Abstract

Detecting high-risk personalities involved in hazardous sports is essential to develop prevention; studies on automobile driving or risky professional activities highlight excessive risk-taking personality variables. The most pertinent variables were tested so as to determine those most relevant to imprudent sportspeople: anxiety (State-Trait Anxiety Inventory, 1983), sensation-seeking (Sensation-Seeking Scale V, 1978), alexithymia (Toronto Alexithymia Scale-20, 1994), and self-regulation (Risk and Excitement Inventory, 1997). Following an exploratory incremental ascendant discrimination analysis and various step-to-step incremental regression analyses, only two variables out of the seven tested stand out.

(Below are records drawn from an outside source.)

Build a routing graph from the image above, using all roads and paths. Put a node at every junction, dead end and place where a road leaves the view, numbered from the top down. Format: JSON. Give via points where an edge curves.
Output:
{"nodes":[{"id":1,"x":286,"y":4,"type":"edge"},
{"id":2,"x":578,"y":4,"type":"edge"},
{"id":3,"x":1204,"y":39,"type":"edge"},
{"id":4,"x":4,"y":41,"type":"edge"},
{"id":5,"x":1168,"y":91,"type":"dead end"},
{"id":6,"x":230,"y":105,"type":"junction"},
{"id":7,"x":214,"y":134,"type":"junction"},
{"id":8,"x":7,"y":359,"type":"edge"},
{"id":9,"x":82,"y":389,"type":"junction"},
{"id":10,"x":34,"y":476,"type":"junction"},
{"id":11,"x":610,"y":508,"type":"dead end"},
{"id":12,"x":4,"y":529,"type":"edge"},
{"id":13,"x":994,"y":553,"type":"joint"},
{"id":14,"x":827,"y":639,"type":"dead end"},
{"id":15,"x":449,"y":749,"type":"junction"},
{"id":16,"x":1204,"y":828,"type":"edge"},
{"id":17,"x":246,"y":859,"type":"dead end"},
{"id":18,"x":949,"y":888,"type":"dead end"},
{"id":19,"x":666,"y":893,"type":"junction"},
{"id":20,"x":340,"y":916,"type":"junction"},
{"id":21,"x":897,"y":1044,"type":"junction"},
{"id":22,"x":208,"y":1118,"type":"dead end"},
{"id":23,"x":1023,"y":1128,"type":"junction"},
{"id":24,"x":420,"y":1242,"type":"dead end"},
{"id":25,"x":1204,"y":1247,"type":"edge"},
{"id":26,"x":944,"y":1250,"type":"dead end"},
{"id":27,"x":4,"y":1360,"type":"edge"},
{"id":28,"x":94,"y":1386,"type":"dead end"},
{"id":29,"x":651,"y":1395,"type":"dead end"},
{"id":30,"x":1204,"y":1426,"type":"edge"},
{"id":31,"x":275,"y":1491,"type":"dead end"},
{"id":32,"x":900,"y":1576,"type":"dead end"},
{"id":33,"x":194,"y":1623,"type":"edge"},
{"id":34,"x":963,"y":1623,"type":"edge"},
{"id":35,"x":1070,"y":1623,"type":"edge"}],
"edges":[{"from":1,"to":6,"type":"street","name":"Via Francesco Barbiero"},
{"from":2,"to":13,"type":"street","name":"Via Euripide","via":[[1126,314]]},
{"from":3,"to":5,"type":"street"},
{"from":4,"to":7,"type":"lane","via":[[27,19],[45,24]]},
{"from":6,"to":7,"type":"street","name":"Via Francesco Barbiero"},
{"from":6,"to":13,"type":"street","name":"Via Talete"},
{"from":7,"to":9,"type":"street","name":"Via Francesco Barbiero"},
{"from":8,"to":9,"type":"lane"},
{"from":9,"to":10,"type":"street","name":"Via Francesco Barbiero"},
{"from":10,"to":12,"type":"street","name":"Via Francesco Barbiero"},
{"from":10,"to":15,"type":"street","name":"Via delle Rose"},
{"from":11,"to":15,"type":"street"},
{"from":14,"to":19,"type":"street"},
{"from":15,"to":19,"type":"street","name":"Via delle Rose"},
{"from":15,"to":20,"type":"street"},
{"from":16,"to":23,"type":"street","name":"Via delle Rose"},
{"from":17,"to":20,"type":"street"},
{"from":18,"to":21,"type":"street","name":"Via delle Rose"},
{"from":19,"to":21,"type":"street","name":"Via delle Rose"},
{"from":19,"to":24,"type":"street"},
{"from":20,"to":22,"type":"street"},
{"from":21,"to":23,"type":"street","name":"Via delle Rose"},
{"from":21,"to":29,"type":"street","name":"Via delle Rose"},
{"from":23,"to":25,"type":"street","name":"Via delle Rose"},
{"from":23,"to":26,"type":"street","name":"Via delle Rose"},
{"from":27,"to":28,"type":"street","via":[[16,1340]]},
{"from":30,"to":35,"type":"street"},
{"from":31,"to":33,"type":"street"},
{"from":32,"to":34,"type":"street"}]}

The "difficulty to identify feelings" alexithymic variable [lambda de Wilks=0,23, p<0,001 & R2 change=0,57; F(2,85)=125,61, p<0,001] and the "self-conscience escape" self-regulation variable [lambda de Wilks=0,18, p<0,05 & R2 change=0,52; F(2,85)=101,81, p<0,001] appear to best discriminate and explain sportspeople's imprudence. Neither anxiety nor "danger and adventure seeking", among others, are significant. These results show how taking emotional data into account is essential to understand careless sport activities better. In keeping with drug addiction data, alexithymic subjects that cannot understand their feelings impulsively seek regulating stimulations. Indeed, our data confirm that "escapists" who forget their "self-conscience" in alcohol, drugs or parties, also practice strong sensation sports (43% of snowboarders). It would appear that, in all instances, they seek positive sensations in a compulsive and uncontrolled manner, to forget about their negative affects. That would explain their carelessness.